**About this exercise**
Where a line of the entries holds the string "every", copy that line.

[[ Provided records, beginning ]]

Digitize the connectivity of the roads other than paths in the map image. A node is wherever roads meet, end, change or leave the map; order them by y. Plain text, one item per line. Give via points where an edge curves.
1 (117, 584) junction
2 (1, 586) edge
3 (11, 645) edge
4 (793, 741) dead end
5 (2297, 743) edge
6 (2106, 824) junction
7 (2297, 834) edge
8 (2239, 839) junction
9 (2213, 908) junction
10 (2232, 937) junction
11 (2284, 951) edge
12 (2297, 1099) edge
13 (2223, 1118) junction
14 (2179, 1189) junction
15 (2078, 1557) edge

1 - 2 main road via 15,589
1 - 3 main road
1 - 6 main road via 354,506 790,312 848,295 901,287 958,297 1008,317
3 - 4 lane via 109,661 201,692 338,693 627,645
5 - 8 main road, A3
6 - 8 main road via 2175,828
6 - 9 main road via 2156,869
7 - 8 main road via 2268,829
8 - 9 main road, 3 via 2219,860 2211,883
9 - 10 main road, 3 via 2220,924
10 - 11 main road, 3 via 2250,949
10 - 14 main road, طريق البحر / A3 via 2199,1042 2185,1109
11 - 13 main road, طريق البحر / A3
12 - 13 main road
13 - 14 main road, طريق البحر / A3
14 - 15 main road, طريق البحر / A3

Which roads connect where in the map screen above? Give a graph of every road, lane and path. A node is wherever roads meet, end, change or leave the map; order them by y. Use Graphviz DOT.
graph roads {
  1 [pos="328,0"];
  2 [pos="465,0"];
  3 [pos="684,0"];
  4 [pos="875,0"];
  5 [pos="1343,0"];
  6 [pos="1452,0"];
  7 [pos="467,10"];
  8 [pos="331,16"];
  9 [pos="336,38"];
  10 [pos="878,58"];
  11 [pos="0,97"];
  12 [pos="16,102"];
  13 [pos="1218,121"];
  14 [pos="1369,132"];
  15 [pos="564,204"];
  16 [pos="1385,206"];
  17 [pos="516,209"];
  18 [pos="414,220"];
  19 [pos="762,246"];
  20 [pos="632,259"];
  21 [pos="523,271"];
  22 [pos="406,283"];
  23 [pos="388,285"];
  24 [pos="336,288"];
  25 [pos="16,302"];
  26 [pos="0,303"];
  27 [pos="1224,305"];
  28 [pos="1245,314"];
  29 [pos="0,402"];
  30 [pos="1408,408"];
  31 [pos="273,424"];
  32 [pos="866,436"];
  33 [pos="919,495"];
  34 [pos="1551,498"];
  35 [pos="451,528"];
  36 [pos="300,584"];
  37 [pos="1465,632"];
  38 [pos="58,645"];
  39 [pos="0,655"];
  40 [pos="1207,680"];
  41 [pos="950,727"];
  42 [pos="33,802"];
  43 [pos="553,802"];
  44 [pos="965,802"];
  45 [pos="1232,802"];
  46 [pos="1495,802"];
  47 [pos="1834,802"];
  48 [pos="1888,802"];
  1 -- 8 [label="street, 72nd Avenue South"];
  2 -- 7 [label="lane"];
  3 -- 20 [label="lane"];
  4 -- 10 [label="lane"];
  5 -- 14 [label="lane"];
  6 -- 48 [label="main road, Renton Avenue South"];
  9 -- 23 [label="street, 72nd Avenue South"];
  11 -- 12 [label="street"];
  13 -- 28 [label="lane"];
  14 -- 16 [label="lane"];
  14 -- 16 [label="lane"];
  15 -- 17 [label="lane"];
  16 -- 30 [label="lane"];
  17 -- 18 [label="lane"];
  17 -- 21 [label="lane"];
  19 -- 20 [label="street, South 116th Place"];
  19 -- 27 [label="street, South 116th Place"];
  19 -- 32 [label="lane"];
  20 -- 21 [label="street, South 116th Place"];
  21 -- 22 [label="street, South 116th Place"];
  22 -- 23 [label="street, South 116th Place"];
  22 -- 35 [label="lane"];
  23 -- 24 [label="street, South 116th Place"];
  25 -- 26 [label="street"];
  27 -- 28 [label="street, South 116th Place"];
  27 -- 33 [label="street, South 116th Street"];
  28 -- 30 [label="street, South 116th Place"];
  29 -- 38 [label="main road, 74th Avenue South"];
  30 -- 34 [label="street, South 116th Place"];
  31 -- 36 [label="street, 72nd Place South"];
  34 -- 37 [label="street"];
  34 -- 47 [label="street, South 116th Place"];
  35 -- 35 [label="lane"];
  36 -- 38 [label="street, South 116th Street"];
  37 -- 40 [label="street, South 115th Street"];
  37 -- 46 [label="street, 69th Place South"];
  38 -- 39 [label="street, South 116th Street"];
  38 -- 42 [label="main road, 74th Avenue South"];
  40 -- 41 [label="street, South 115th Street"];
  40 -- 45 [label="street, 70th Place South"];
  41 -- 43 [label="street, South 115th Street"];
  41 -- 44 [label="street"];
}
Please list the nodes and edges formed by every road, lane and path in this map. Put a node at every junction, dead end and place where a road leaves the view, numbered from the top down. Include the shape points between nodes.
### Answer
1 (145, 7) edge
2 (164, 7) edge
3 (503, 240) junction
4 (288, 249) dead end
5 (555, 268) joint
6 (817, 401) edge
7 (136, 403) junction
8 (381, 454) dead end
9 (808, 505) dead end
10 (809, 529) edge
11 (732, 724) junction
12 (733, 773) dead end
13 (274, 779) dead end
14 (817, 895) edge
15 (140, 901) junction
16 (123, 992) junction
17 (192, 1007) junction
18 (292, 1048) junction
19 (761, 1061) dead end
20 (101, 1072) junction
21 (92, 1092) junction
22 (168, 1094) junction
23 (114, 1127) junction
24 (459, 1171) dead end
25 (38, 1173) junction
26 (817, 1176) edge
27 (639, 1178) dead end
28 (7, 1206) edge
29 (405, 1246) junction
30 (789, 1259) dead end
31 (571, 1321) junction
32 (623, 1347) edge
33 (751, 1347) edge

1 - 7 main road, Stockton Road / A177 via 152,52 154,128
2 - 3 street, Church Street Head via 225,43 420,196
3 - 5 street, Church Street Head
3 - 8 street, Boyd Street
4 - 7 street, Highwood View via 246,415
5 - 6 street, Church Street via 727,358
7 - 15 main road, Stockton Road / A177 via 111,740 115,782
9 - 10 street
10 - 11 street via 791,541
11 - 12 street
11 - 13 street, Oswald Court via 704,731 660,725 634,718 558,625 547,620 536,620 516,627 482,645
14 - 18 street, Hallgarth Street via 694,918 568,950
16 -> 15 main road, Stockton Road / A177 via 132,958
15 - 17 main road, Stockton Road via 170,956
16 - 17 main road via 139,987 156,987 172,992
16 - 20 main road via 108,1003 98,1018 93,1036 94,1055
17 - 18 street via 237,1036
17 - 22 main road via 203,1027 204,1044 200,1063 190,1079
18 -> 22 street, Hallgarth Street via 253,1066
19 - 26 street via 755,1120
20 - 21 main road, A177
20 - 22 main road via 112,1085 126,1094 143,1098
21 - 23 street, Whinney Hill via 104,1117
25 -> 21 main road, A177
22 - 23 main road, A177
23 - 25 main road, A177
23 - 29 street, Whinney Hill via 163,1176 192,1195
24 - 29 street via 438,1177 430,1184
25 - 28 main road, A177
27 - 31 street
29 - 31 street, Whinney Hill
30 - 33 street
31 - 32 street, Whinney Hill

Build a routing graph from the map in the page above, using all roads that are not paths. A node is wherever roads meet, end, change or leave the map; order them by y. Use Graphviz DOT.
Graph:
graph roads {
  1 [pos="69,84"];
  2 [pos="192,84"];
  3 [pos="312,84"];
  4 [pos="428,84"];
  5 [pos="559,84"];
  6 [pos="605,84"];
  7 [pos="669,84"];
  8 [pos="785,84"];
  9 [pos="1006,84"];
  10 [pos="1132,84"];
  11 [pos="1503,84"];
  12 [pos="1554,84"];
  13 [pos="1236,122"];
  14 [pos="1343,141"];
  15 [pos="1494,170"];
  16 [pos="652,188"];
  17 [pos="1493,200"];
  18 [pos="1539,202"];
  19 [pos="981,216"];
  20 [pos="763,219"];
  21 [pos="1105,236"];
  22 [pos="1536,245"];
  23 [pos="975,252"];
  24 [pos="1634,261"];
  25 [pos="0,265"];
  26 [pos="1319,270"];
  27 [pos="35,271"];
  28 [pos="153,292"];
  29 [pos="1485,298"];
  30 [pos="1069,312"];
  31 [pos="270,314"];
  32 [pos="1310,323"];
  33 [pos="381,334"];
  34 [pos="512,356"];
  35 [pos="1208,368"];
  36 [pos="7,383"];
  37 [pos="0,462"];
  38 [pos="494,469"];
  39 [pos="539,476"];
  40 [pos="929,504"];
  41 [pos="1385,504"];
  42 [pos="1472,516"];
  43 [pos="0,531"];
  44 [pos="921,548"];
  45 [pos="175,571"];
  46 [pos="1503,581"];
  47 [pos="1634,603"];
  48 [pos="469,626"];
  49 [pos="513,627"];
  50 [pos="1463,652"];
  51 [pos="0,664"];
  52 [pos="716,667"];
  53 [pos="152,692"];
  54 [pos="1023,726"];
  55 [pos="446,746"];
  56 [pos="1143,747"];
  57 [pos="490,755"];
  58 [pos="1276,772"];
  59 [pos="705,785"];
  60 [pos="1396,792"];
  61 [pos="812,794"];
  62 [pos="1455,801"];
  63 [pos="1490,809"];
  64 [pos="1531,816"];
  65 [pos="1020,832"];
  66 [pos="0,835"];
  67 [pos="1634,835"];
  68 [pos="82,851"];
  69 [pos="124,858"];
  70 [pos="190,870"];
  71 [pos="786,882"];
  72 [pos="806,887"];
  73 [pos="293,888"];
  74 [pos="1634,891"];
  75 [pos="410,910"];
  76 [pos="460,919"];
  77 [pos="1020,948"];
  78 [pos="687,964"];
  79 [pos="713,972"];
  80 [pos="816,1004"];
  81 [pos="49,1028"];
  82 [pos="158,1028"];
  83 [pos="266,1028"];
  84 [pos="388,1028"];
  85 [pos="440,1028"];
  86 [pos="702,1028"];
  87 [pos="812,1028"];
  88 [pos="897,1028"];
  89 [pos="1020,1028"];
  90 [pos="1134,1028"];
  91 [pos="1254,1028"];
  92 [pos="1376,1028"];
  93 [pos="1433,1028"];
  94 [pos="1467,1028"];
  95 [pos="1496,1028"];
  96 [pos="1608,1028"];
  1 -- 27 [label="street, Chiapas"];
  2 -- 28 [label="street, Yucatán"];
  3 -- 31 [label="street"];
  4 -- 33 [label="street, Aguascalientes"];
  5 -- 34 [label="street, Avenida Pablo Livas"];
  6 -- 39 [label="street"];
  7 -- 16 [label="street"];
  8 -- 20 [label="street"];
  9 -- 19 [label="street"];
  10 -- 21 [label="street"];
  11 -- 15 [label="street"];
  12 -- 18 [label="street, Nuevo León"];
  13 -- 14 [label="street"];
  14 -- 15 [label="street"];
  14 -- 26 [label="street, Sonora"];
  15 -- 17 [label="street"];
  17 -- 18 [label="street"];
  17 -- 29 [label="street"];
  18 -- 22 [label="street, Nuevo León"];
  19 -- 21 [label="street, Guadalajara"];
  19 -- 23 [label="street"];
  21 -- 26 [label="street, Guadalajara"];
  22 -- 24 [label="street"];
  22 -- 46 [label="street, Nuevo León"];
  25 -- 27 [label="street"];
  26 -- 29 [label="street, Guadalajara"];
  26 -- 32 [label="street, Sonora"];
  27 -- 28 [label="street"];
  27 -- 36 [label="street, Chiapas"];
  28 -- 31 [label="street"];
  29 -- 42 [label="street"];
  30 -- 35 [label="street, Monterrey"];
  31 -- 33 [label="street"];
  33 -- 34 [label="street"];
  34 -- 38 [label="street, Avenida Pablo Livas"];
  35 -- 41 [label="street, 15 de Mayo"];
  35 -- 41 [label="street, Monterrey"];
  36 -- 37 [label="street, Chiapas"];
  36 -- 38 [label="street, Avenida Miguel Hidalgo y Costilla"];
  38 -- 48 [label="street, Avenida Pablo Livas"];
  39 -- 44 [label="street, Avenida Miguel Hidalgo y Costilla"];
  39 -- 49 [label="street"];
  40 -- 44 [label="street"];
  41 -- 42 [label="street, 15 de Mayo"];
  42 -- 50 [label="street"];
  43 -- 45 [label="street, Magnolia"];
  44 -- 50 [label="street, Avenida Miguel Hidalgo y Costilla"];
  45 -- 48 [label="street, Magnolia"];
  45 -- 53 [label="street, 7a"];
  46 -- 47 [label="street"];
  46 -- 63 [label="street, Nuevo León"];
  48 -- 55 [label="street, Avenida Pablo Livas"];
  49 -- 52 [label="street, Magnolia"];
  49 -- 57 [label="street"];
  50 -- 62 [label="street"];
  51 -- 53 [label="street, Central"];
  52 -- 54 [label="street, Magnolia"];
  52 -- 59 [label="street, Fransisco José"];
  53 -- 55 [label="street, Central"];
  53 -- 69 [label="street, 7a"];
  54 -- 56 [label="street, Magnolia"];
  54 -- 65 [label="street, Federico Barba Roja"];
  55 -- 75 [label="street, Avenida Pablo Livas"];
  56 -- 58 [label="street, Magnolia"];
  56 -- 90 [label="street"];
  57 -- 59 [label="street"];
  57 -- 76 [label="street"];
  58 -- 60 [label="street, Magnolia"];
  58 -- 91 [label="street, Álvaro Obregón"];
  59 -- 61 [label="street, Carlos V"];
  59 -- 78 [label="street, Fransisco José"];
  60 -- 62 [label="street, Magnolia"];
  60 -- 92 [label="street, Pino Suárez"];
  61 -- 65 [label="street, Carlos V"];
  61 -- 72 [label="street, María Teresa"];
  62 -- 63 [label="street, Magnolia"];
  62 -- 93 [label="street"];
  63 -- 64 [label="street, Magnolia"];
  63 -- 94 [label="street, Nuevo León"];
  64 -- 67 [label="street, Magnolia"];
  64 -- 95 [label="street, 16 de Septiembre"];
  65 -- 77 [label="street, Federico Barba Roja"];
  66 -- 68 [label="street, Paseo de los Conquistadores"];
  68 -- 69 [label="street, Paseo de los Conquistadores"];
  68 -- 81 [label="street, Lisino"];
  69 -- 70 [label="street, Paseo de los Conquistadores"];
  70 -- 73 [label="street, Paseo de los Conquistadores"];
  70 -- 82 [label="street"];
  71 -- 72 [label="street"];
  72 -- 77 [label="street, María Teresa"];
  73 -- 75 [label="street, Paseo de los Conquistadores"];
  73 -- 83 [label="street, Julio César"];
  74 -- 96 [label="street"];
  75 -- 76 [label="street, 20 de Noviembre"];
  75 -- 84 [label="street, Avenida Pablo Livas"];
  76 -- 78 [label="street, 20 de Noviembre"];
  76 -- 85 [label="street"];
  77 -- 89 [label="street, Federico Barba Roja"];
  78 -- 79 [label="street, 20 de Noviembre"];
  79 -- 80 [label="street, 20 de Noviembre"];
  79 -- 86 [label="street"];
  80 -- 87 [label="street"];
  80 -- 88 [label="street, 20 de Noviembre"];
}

[[ Provided records, end ]]

**Response for this exercise**
Which roads connect where in the map screen above? Give a graph of every road, lane and path. A node is wherever roads meet, end, change or leave the map; order them by y. Use Graphviz DOT.
Please list the nodes and edges formed by every road, lane and path in this map. Put a node at every junction, dead end and place where a road leaves the view, numbered from the top down. Include the shape points between nodes.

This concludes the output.